Both poverty and homelessness are near 50 year lows.

Healthcare coverage is near an all-time high, thanks in part to the vast
expansion of the welfare state.

All of that is being paid for by the rich. The US has one of the most
progressive taxation systems in the developed world. The US middle class is
among the least taxed of any middle class in the developed world, which is
also why the US median disposable income is among the highest.
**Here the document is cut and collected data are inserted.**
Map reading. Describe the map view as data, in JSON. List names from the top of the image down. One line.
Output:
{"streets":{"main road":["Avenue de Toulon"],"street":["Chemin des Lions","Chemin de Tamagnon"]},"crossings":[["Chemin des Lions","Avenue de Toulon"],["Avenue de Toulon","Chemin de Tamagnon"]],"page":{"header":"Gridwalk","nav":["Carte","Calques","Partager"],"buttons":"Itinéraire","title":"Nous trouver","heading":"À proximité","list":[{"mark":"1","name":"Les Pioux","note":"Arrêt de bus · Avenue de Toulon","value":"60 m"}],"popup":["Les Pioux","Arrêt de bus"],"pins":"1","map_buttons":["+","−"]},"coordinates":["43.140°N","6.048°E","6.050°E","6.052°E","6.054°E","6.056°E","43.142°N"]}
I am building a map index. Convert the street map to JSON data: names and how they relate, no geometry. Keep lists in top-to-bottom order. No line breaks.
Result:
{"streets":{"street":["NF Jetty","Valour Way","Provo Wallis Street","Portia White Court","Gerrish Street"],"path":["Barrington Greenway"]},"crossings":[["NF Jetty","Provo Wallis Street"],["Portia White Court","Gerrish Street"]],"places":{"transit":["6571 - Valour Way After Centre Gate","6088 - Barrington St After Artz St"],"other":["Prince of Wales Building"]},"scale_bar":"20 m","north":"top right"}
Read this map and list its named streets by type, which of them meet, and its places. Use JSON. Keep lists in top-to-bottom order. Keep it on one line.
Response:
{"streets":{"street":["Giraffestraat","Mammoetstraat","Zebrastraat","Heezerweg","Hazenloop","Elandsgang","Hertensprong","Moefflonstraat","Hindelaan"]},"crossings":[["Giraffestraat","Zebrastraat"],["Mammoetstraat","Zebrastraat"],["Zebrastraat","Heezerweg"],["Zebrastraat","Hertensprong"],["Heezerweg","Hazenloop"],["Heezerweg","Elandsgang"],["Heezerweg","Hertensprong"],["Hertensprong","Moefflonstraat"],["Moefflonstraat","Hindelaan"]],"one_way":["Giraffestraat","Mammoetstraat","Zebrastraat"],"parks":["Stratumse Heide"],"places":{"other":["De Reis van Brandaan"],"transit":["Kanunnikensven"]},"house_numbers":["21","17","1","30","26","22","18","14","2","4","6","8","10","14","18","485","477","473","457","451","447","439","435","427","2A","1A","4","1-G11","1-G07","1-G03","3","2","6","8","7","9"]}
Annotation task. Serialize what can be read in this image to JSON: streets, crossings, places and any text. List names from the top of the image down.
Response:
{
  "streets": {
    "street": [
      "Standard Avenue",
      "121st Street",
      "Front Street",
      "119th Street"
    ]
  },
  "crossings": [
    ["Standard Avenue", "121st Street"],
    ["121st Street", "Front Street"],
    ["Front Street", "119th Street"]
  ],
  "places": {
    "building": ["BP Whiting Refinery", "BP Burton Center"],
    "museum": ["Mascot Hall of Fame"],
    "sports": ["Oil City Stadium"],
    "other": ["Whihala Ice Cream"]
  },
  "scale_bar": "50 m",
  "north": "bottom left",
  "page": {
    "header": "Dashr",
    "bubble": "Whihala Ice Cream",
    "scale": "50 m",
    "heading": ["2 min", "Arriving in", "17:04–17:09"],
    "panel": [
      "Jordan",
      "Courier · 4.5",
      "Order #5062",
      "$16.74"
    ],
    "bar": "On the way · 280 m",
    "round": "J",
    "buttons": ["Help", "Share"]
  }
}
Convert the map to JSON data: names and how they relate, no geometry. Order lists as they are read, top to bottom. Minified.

If you go back to 1980, the inflation adjusted per capita income transfer
going to welfare policies, was close to $3,500. Today it's near $9,000. That's
a dramatic expansion of the social safety net in the US, and it has had very
tangible, very dramatic positive results (including a large reduction in
homelessness).

------
thanatosmin
Actual study:
[https://www.bmj.com/content/362/bmj.k2562](https://www.bmj.com/content/362/bmj.k2562)

Which has a helpful visual summary:
[https://www.bmj.com/content/bmj/suppl/2018/08/15/bmj.k3096.D...](https://www.bmj.com/content/bmj/suppl/2018/08/15/bmj.k3096.DC1/mid_life_mortality_v37_datasupp.pdf)

The title of the Reuters piece is misleading, as declines in 2014 were
followed by greater gains in 2015 for most countries.

------
ransom1538
There really is just two things that kill Americans: heart disease and cancer
[1]. Despite what you hear, it isn't terrorists, depression, tickets or
sharks.

IMHO. Heart disease is related to salt intake and lack of exercise. Cancer is
related to a dna gamble on each cell split (the more you intake sugars & fat
the better odds these deformed cells have * age). So. Basically stop eating.
Fast. Give your heart a break from salt - let those deformed cells die.

[1]
[https://www.cdc.gov/nchs/fastats/deaths.htm](https://www.cdc.gov/nchs/fastats/deaths.htm)

[2] Fat monkey vs skinny monkey

[http://www.slate.com/articles/health_and_science/medical_exa...](http://www.slate.com/articles/health_and_science/medical_examiner/2012/08/calorie_restriction_and_longevity_monkey_study_shows_hunger_doesn_t_increase_longevity_but_type_of_food_does_.html)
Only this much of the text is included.